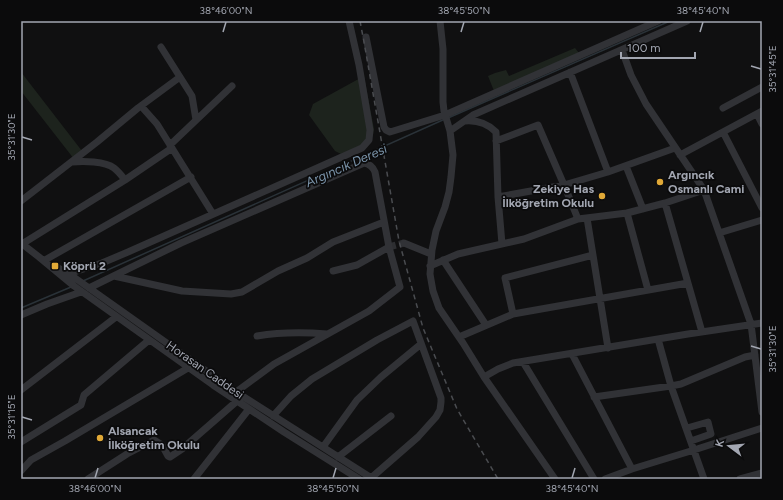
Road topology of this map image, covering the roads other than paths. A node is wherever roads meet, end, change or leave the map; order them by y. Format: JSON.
{"nodes":[{"id":1,"x":349,"y":21,"type":"edge"},
{"id":2,"x":440,"y":21,"type":"edge"},
{"id":3,"x":658,"y":21,"type":"edge"},
{"id":4,"x":687,"y":21,"type":"edge"},
{"id":5,"x":366,"y":37,"type":"dead end"},
{"id":6,"x":161,"y":47,"type":"dead end"},
{"id":7,"x":622,"y":50,"type":"junction"},
{"id":8,"x":570,"y":72,"type":"junction"},
{"id":9,"x":180,"y":77,"type":"junction"},
{"id":10,"x":232,"y":86,"type":"dead end"},
{"id":11,"x":762,"y":87,"type":"edge"},
{"id":12,"x":141,"y":106,"type":"junction"},
{"id":13,"x":723,"y":108,"type":"dead end"},
{"id":14,"x":759,"y":112,"type":"edge"},
{"id":15,"x":446,"y":116,"type":"junction"},
{"id":16,"x":196,"y":120,"type":"junction"},
{"id":17,"x":464,"y":121,"type":"junction"},
{"id":18,"x":762,"y":124,"type":"edge"},
{"id":19,"x":450,"y":128,"type":"junction"},
{"id":20,"x":723,"y":132,"type":"junction"},
{"id":21,"x":496,"y":141,"type":"junction"},
{"id":22,"x":171,"y":146,"type":"junction"},
{"id":23,"x":675,"y":148,"type":"junction"},
{"id":24,"x":680,"y":155,"type":"junction"},
{"id":25,"x":71,"y":162,"type":"junction"},
{"id":26,"x":626,"y":166,"type":"junction"},
{"id":27,"x":608,"y":172,"type":"junction"},
{"id":28,"x":190,"y":178,"type":"junction"},
{"id":29,"x":125,"y":180,"type":"junction"},
{"id":30,"x":564,"y":185,"type":"junction"},
{"id":31,"x":704,"y":190,"type":"junction"},
{"id":32,"x":498,"y":197,"type":"junction"},
{"id":33,"x":21,"y":201,"type":"edge"},
{"id":34,"x":665,"y":203,"type":"junction"},
{"id":35,"x":762,"y":208,"type":"edge"},
{"id":36,"x":643,"y":209,"type":"junction"},
{"id":37,"x":627,"y":213,"type":"junction"},
{"id":38,"x":213,"y":214,"type":"junction"},
{"id":39,"x":587,"y":218,"type":"junction"},
{"id":40,"x":578,"y":219,"type":"junction"},
{"id":41,"x":762,"y":220,"type":"edge"},
{"id":42,"x":384,"y":222,"type":"junction"},
{"id":43,"x":719,"y":233,"type":"junction"},
{"id":44,"x":404,"y":243,"type":"tunnel mouth"},
{"id":45,"x":21,"y":244,"type":"edge"},
{"id":46,"x":502,"y":244,"type":"junction"},
{"id":47,"x":389,"y":247,"type":"junction"},
{"id":48,"x":431,"y":254,"type":"junction"},
{"id":49,"x":593,"y":255,"type":"junction"},
{"id":50,"x":42,"y":258,"type":"junction"},
{"id":51,"x":443,"y":260,"type":"junction"},
{"id":52,"x":430,"y":266,"type":"junction"},
{"id":53,"x":333,"y":271,"type":"dead end"},
{"id":54,"x":68,"y":274,"type":"junction"},
{"id":55,"x":114,"y":276,"type":"junction"},
{"id":56,"x":688,"y":283,"type":"junction"},
{"id":57,"x":89,"y":288,"type":"junction"},
{"id":58,"x":648,"y":290,"type":"junction"},
{"id":59,"x":81,"y":292,"type":"junction"},
{"id":60,"x":600,"y":298,"type":"junction"},
{"id":61,"x":513,"y":314,"type":"junction"},
{"id":62,"x":21,"y":315,"type":"edge"},
{"id":63,"x":116,"y":317,"type":"junction"},
{"id":64,"x":762,"y":323,"type":"edge"},
{"id":65,"x":751,"y":324,"type":"junction"},
{"id":66,"x":486,"y":325,"type":"junction"},
{"id":67,"x":702,"y":332,"type":"junction"},
{"id":68,"x":327,"y":334,"type":"junction"},
{"id":69,"x":257,"y":336,"type":"dead end"},
{"id":70,"x":459,"y":336,"type":"junction"},
{"id":71,"x":658,"y":339,"type":"junction"},
{"id":72,"x":149,"y":340,"type":"junction"},
{"id":73,"x":421,"y":344,"type":"junction"},
{"id":74,"x":608,"y":348,"type":"junction"},
{"id":75,"x":572,"y":354,"type":"junction"},
{"id":76,"x":755,"y":355,"type":"junction"},
{"id":77,"x":523,"y":362,"type":"junction"},
{"id":78,"x":188,"y":368,"type":"junction"},
{"id":79,"x":484,"y":377,"type":"junction"},
{"id":80,"x":671,"y":386,"type":"junction"},
{"id":81,"x":21,"y":390,"type":"edge"},
{"id":82,"x":236,"y":392,"type":"junction"},
{"id":83,"x":594,"y":397,"type":"junction"},
{"id":84,"x":237,"y":401,"type":"junction"},
{"id":85,"x":249,"y":409,"type":"junction"},
{"id":86,"x":762,"y":412,"type":"edge"},
{"id":87,"x":273,"y":416,"type":"junction"},
{"id":88,"x":392,"y":416,"type":"dead end"},
{"id":89,"x":687,"y":428,"type":"junction"},
{"id":90,"x":762,"y":428,"type":"edge"},
{"id":91,"x":691,"y":441,"type":"junction"},
{"id":92,"x":21,"y":442,"type":"edge"},
{"id":93,"x":323,"y":448,"type":"junction"},
{"id":94,"x":694,"y":450,"type":"junction"},
{"id":95,"x":338,"y":457,"type":"junction"},
{"id":96,"x":632,"y":469,"type":"junction"},
{"id":97,"x":21,"y":471,"type":"edge"},
{"id":98,"x":762,"y":473,"type":"edge"},
{"id":99,"x":372,"y":478,"type":"edge"},
{"id":100,"x":88,"y":479,"type":"edge"},
{"id":101,"x":194,"y":479,"type":"edge"},
{"id":102,"x":359,"y":479,"type":"edge"},
{"id":103,"x":555,"y":479,"type":"edge"},
{"id":104,"x":594,"y":479,"type":"edge"},
{"id":105,"x":605,"y":479,"type":"edge"},
{"id":106,"x":704,"y":479,"type":"edge"},
{"id":107,"x":740,"y":479,"type":"edge"}],
"edges":[{"from":1,"to":38,"type":"street"},
{"from":2,"to":15,"type":"street"},
{"from":3,"to":15,"type":"street"},
{"from":4,"to":7,"type":"street"},
{"from":5,"to":15,"type":"street"},
{"from":6,"to":9,"type":"street"},
{"from":7,"to":8,"type":"street"},
{"from":7,"to":23,"type":"street"},
{"from":8,"to":17,"type":"street"},
{"from":8,"to":27,"type":"street"},
{"from":9,"to":12,"type":"street"},
{"from":9,"to":16,"type":"street"},
{"from":10,"to":16,"type":"street"},
{"from":11,"to":13,"type":"street"},
{"from":12,"to":22,"type":"street"},
{"from":12,"to":25,"type":"street"},
{"from":14,"to":18,"type":"street"},
{"from":14,"to":20,"type":"street"},
{"from":15,"to":19,"type":"street"},
{"from":16,"to":22,"type":"street"},
{"from":17,"to":19,"type":"street"},
{"from":17,"to":21,"type":"street"},
{"from":19,"to":48,"type":"street"},
{"from":20,"to":24,"type":"street"},
{"from":20,"to":35,"type":"street"},
{"from":21,"to":30,"type":"street"},
{"from":21,"to":32,"type":"street"},
{"from":22,"to":28,"type":"street"},
{"from":22,"to":29,"type":"street"},
{"from":23,"to":24,"type":"street"},
{"from":23,"to":26,"type":"street"},
{"from":24,"to":31,"type":"street"},
{"from":25,"to":29,"type":"street"},
{"from":25,"to":33,"type":"street"},
{"from":26,"to":27,"type":"street"},
{"from":26,"to":36,"type":"street"},
{"from":27,"to":30,"type":"street"},
{"from":28,"to":38,"type":"street"},
{"from":28,"to":50,"type":"street"},
{"from":29,"to":45,"type":"street"},
{"from":30,"to":32,"type":"street"},
{"from":30,"to":40,"type":"street"},
{"from":31,"to":34,"type":"street"},
{"from":31,"to":43,"type":"street"},
{"from":32,"to":46,"type":"street"},
{"from":34,"to":36,"type":"street"},
{"from":34,"to":56,"type":"street"},
{"from":36,"to":37,"type":"street"},
{"from":37,"to":39,"type":"street"},
{"from":37,"to":58,"type":"street"},
{"from":38,"to":54,"type":"street"},
{"from":39,"to":40,"type":"street"},
{"from":39,"to":49,"type":"street"},
{"from":40,"to":46,"type":"street"},
{"from":41,"to":43,"type":"street"},
{"from":42,"to":47,"type":"street"},
{"from":42,"to":55,"type":"street"},
{"from":42,"to":55,"type":"street"},
{"from":43,"to":65,"type":"street"},
{"from":44,"to":48,"type":"street"},
{"from":45,"to":50,"type":"street","name":"Horasan Caddesi"},
{"from":46,"to":51,"type":"street"},
{"from":47,"to":53,"type":"street"},
{"from":47,"to":68,"type":"street"},
{"from":48,"to":52,"type":"street"},
{"from":49,"to":60,"type":"street"},
{"from":49,"to":61,"type":"street"},
{"from":50,"to":54,"type":"street","name":"Horasan Caddesi"},
{"from":50,"to":59,"type":"street","name":"Horasan Caddesi"},
{"from":51,"to":52,"type":"street"},
{"from":51,"to":66,"type":"street"},
{"from":52,"to":70,"type":"street"},
{"from":54,"to":57,"type":"street","name":"Horasan Caddesi"},
{"from":55,"to":57,"type":"street"},
{"from":56,"to":58,"type":"street"},
{"from":56,"to":67,"type":"street"},
{"from":57,"to":82,"type":"street","name":"Horasan Caddesi"},
{"from":58,"to":60,"type":"street"},
{"from":59,"to":62,"type":"street"},
{"from":59,"to":63,"type":"street","name":"Horasan Caddesi"},
{"from":60,"to":61,"type":"street"},
{"from":60,"to":74,"type":"street"},
{"from":61,"to":66,"type":"street"},
{"from":63,"to":72,"type":"street","name":"Horasan Caddesi"},
{"from":63,"to":81,"type":"street"},
{"from":64,"to":65,"type":"street"},
{"from":65,"to":67,"type":"street"},
{"from":65,"to":76,"type":"street"},
{"from":66,"to":70,"type":"street"},
{"from":67,"to":71,"type":"street"},
{"from":68,"to":69,"type":"street"},
{"from":68,"to":82,"type":"street"},
{"from":70,"to":79,"type":"street"},
{"from":71,"to":74,"type":"street"},
{"from":71,"to":80,"type":"street"},
{"from":72,"to":78,"type":"street","name":"Horasan Caddesi"},
{"from":72,"to":92,"type":"street"},
{"from":73,"to":87,"type":"street"},
{"from":73,"to":93,"type":"street"},
{"from":73,"to":99,"type":"street"},
{"from":74,"to":75,"type":"street"},
{"from":75,"to":77,"type":"street"},
{"from":75,"to":83,"type":"street"},
{"from":76,"to":80,"type":"street"},
{"from":76,"to":86,"type":"street"},
{"from":77,"to":79,"type":"street"},
{"from":77,"to":104,"type":"street"},
{"from":78,"to":84,"type":"street","name":"Horasan Caddesi"},
{"from":78,"to":97,"type":"street"},
{"from":79,"to":103,"type":"street"},
{"from":80,"to":83,"type":"street"},
{"from":80,"to":89,"type":"street"},
{"from":82,"to":87,"type":"street","name":"Horasan Caddesi"},
{"from":83,"to":96,"type":"street"},
{"from":84,"to":85,"type":"street","name":"Horasan Caddesi"},
{"from":84,"to":100,"type":"street"},
{"from":85,"to":101,"type":"street"},
{"from":85,"to":102,"type":"street","name":"Horasan Caddesi"},
{"from":87,"to":93,"type":"street","name":"Horasan Caddesi"},
{"from":88,"to":95,"type":"street"},
{"from":89,"to":91,"type":"street"},
{"from":89,"to":91,"type":"street"},
{"from":90,"to":94,"type":"street"},
{"from":91,"to":94,"type":"street"},
{"from":93,"to":95,"type":"street","name":"Horasan Caddesi"},
{"from":94,"to":96,"type":"street"},
{"from":94,"to":106,"type":"street"},
{"from":95,"to":99,"type":"street","name":"Horasan Caddesi"},
{"from":96,"to":105,"type":"street"},
{"from":98,"to":107,"type":"street"}]}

• • • • •

EXERCISE DETAILS >> Each line in the listing above that includes the word "dead" needs to be copied out.

RESULT OF THE TASK >>
{"id":5,"x":366,"y":37,"type":"dead end"},
{"id":6,"x":161,"y":47,"type":"dead end"},
{"id":10,"x":232,"y":86,"type":"dead end"},
{"id":13,"x":723,"y":108,"type":"dead end"},
{"id":53,"x":333,"y":271,"type":"dead end"},
{"id":69,"x":257,"y":336,"type":"dead end"},
{"id":88,"x":392,"y":416,"type":"dead end"},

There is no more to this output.